# Well tile for storage tank



## Willman (Feb 28, 2008)

Heres my storage plan.Talked to the local pre cast dealer in Auburn Maine today. Well tiles are available in 3 and 4 foot diameters. Heights are 18", 3', 4'.
Gallon capacity's for 4' x 4' is 94 gal. per ft. for a total of 376 gals. for $165.00 which works out to  44 cents a gal. 3' x 3' is 65 gals. per ft. total of 195 gals, cost $133.00. 3'x4' as well as 4' x 3' are available. Covers with manhole 3' $62.00, 4' 82.00. 4 x 4 weighs in @ 1200 lbs. ea. 3x3 is 800 lbs. Tiles are fiber reinforced for rust free strength.

I figure to pour a 6" thick insulated and  reinforced slab and stack 3 or 4 high of the 4 x4 s for approx. 1128-1500  gal.(not sure of head space requirement) A lot less $ and weight than a septic tank. Easier install also.Wrap the exterior in multiple layers of 1/2" foam board with overlapping seams.

I will pick up some of the polypro that Sparke got and wrap it inside. One vertical seam. Tank bottom coated with a product from Abatron. 300* working temp,  use it to attach poly to the sides too.  Abatron also has high strength and temp epoxy for joints between tiles and cover. It seems like a better deal than used propane tanks if they are available. No rust issues or propane smell or explosion danger cutting and welding.

Penetrations for piping should be easy with a core bit, The only issue would be to seal the access door but still be able to get in for any possible service.
Any thoughts or missing pieces to this plan ?
One more thing, these prices will be increasing 8% in 3 weeks or so, Whats new.

Will


----------



## sparke (Feb 28, 2008)

Ya I got some advice...  Take some pics so we can see your project   The slab is just to rest on?  Is it going to be buried?


----------



## trehugr (Feb 28, 2008)

Well, I am also interested in your project. Mainers come up with some cool ideas.


----------



## Willman (Feb 28, 2008)

> The slab is just to rest on?  Is it going to be buried?

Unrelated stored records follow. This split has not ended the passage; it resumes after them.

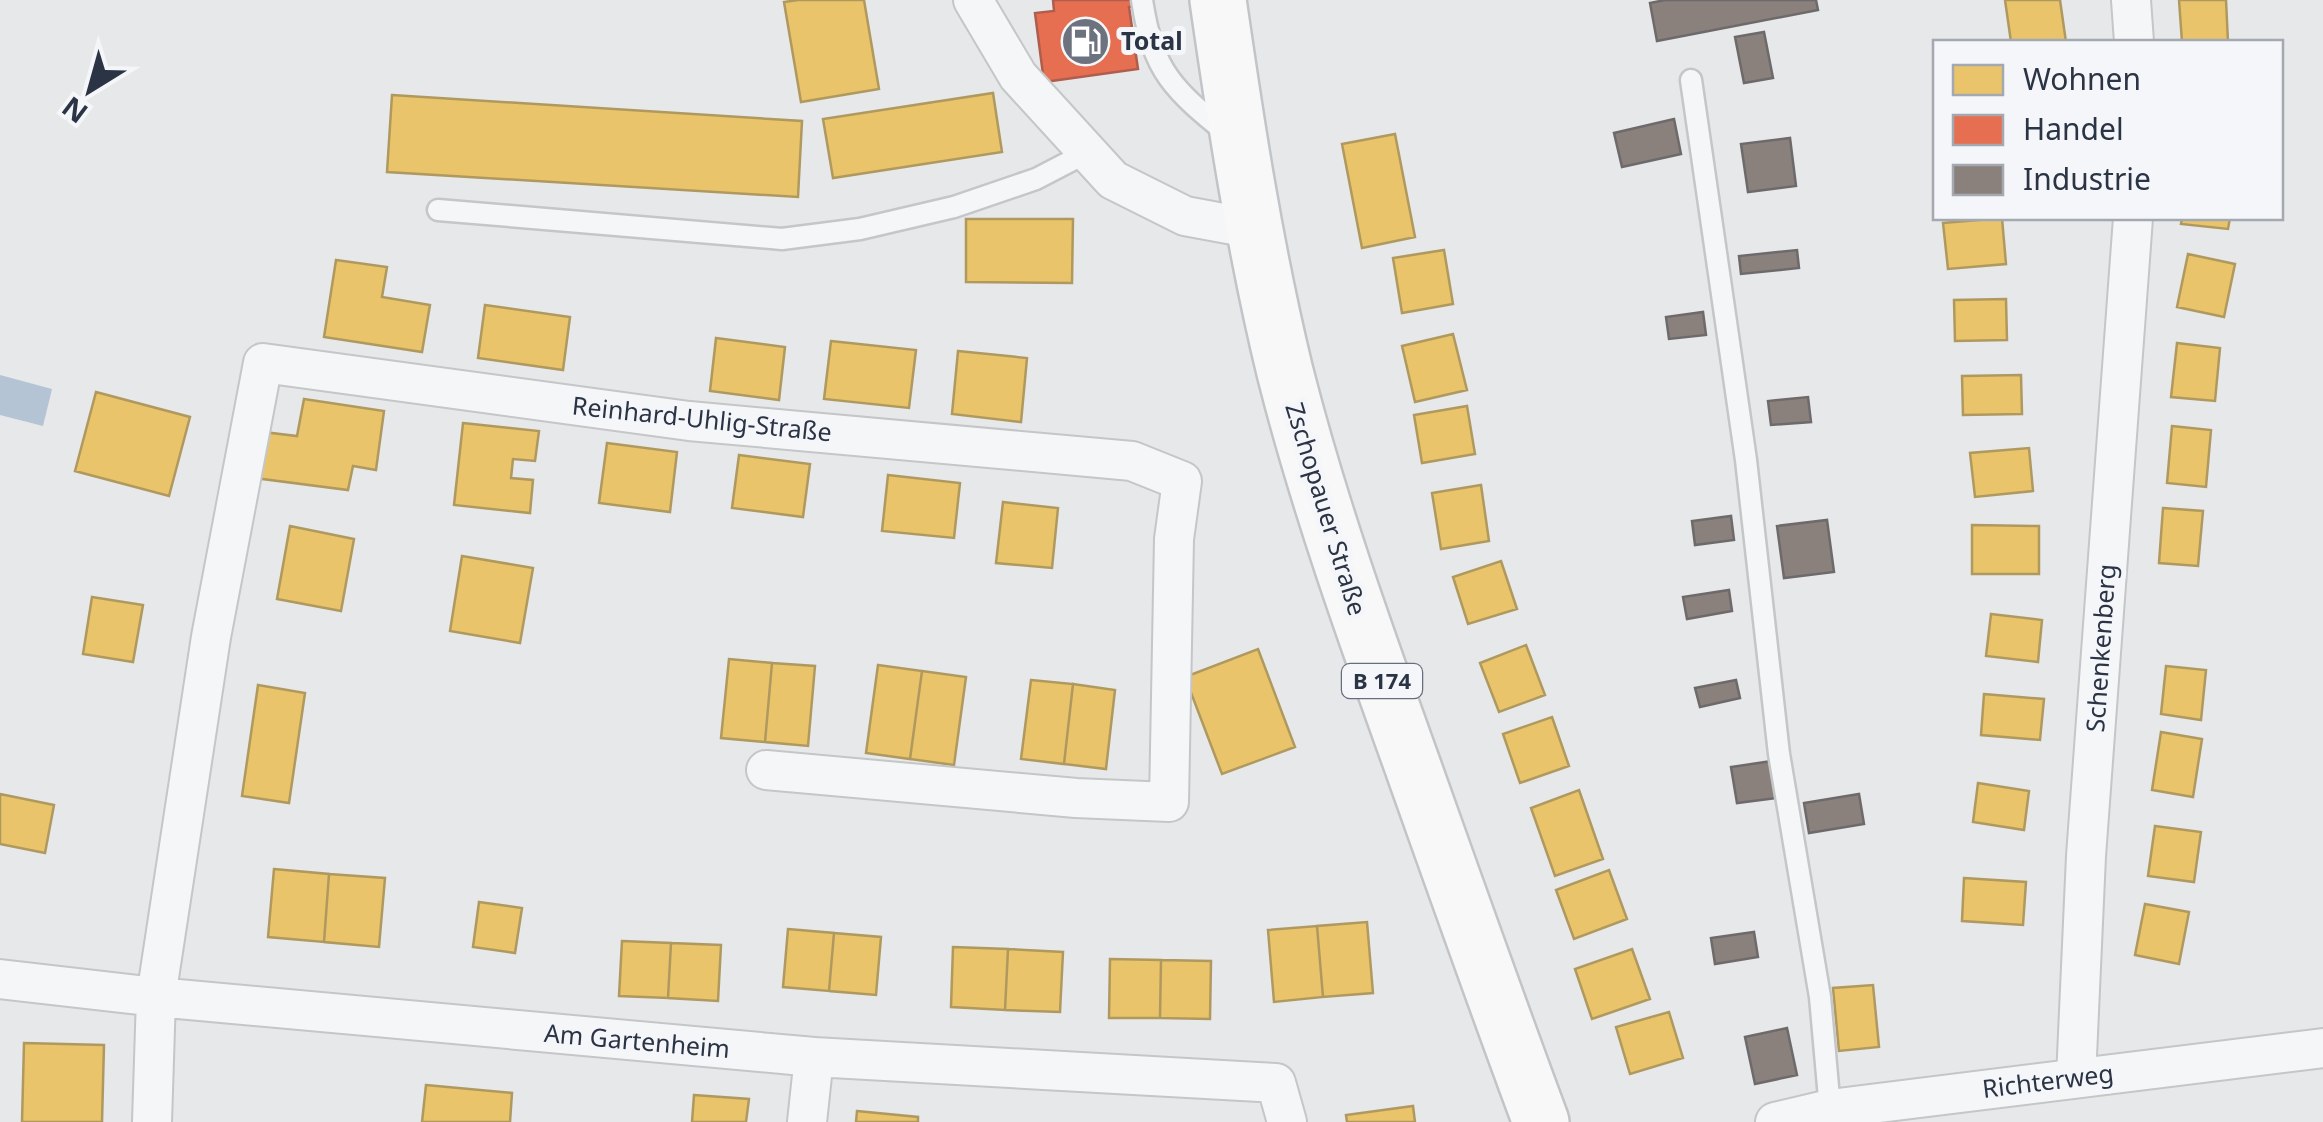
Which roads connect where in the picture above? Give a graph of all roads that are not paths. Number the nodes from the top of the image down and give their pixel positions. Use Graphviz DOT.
graph roads {
  1 [pos="973,0"];
  2 [pos="1142,0"];
  3 [pos="1218,0"];
  4 [pos="2131,0"];
  5 [pos="2134,40"];
  6 [pos="1691,80"];
  7 [pos="1239,142"];
  8 [pos="1088,152"];
  9 [pos="438,210"];
  10 [pos="2133,220"];
  11 [pos="1255,229"];
  12 [pos="766,770"];
  13 [pos="0,979"];
  14 [pos="156,997"];
  15 [pos="2323,1048"];
  16 [pos="814,1057"];
  17 [pos="2076,1078"];
  18 [pos="1830,1108"];
  19 [pos="152,1122"];
  20 [pos="807,1122"];
  21 [pos="1287,1122"];
  22 [pos="1541,1122"];
  23 [pos="1775,1122"];
  1 -- 8 [label="street"];
  2 -- 7 [label="lane"];
  3 -- 7 [label="main road, Zschopauer Straße / B 174"];
  4 -- 5 [label="street"];
  6 -- 18 [label="lane"];
  7 -- 11 [label="main road, Zschopauer Straße / B 174"];
  8 -- 9 [label="lane"];
  8 -- 11 [label="street"];
  10 -- 17 [label="street, Schenkenberg"];
  11 -- 22 [label="main road, Zschopauer Straße / B 174"];
  12 -- 14 [label="street, Reinhard-Uhlig-Straße"];
  13 -- 14 [label="street, Am Gartenheim"];
  14 -- 16 [label="street, Am Gartenheim"];
  14 -- 19 [label="street, Reinhard-Uhlig-Straße"];
  15 -- 17 [label="street, Richterweg"];
  16 -- 20 [label="street"];
  16 -- 21 [label="street, Am Gartenheim"];
  17 -- 18 [label="street, Richterweg"];
  18 -- 23 [label="street, Richterweg"];
}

Yes the slab will support the tiles, I am toying with the idea of wet setting the first tile for additional sealing as well as support. I want to bury  3 tiles and maybe have one above floor. Pics will be posted. Still in planning stage.
Will


----------



## Nofossil (Feb 29, 2008)

Suggestion: pay really close attention to insulation and keeping the insulation dry. You're dealing with MUCH higher temperature differences than you have with your attic, and that's supposed to have 15" of insulation. I think it would be hard to ever have too much.


----------